Last month's editorial struck a deliberately sombre tone regarding the year ahead, coming as it did right at the time of the Paris shootings. Let us be a bit more upbeat this month, with two lead features now under our belt on how solicitors view the prospects for the profession in 2020 and beyond.
Having now surveyed the spread of practice from the sole practitioner to the multinational, it would be fair comment to suggest that those who take a positive attitude in identifying their future market and how to win business in it, and keep their business practices under review so they are run as efficiently as possible, stand a good chance of surviving and thriving, however the competitive picture develops.
Whether you believe that clients will still value face-to-face contact, or that online service will become the norm, there does appear to be a general recognition and belief that what clients will value above all else is advice, as opposed to information and options, and that such bespoke, personalised service, to whatever type of client it is offered, will remain something that the profession is better qualified to deliver than most other providers in the market.

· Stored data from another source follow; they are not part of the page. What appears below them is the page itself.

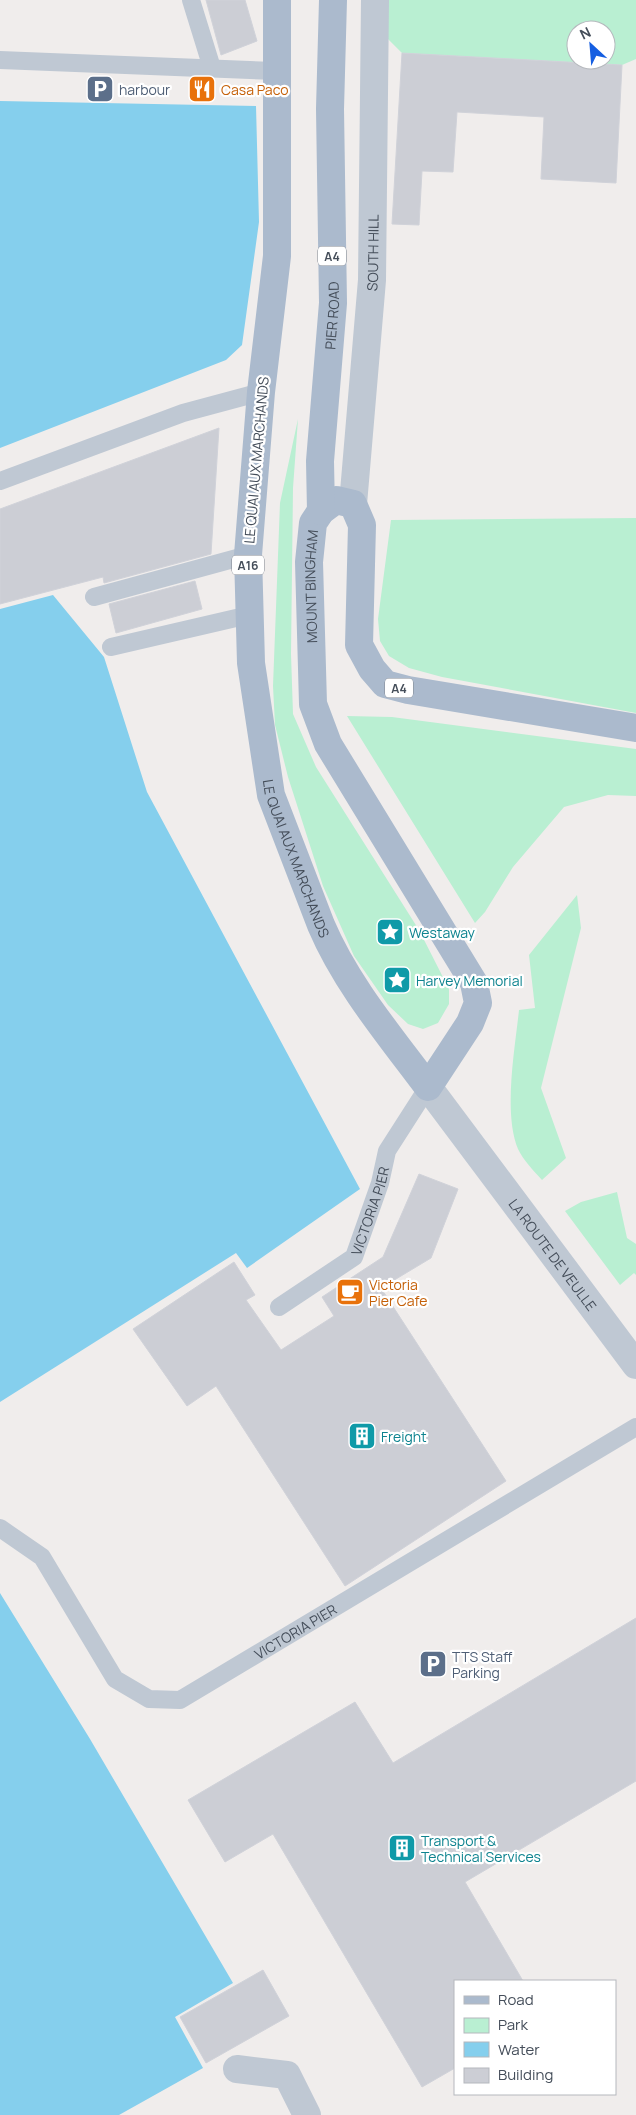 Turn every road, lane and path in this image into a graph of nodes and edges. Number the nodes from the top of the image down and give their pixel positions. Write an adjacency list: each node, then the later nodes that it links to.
1 (191, 0): 6 (lane)
2 (277, 0): 7 (main road, LE QUAI AUX MARCHANDS / A16)
3 (333, 0): 11 (main road, PIER ROAD / A4)
4 (375, 0): 10 (street, SOUTH HILL)
5 (0, 60): 6 (lane)
6 (212, 68): 7 (lane)
7 (275, 71): 8 (main road, LE QUAI AUX MARCHANDS / A16)
8 (260, 392): 9 (lane); 12 (main road, LE QUAI AUX MARCHANDS / A16)
9 (0, 481)
10 (353, 504): 11 (main road, MOUNT BINGHAM); 16 (main road, A4)
11 (321, 511): 17 (main road, MOUNT BINGHAM)
12 (248, 555): 13 (lane); 14 (main road, LE QUAI AUX MARCHANDS / A16)
13 (94, 597)
14 (249, 615): 15 (lane); 17 (main road, LE QUAI AUX MARCHANDS / A16)
15 (111, 647)
16 (636, 728)
17 (428, 1087): 18 (lane, VICTORIA PIER); 19 (street, LA ROUTE DE VEULLE)
18 (279, 1307)
19 (636, 1365)
20 (636, 1427): 21 (lane, VICTORIA PIER)
21 (0, 1528)
22 (238, 2069): 23 (street)
23 (307, 2115)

We should not overlook, however, the particular problems faced by criminal defence lawyers and those working in the social welfare sector, in its broad sense. Vulnerable to government policy shifts and public spending cuts, while at the same time facing (at least on the civil side) an increase in demand due to those same factors, they deserve the full and vocal support of the entire profession in standing up for the people they are attempting to help. As one of our other respondents put it, to fail those in our society who are most in need of legal provision would be a moral scandal, “and if we as a profession do not do something about it, the moral scandal will become ours”.
Another reason to be more cheerful is the fact that new traineeships were up by 11% last year, to a figure not far short of the number of students embarking on the Diploma. Probably there are still quite a number of graduates out there whose hopes of finding a training place have not yet been realised. But prospects certainly look brighter at present than for some years, and they should be encouraged to keep trying and not give up hope.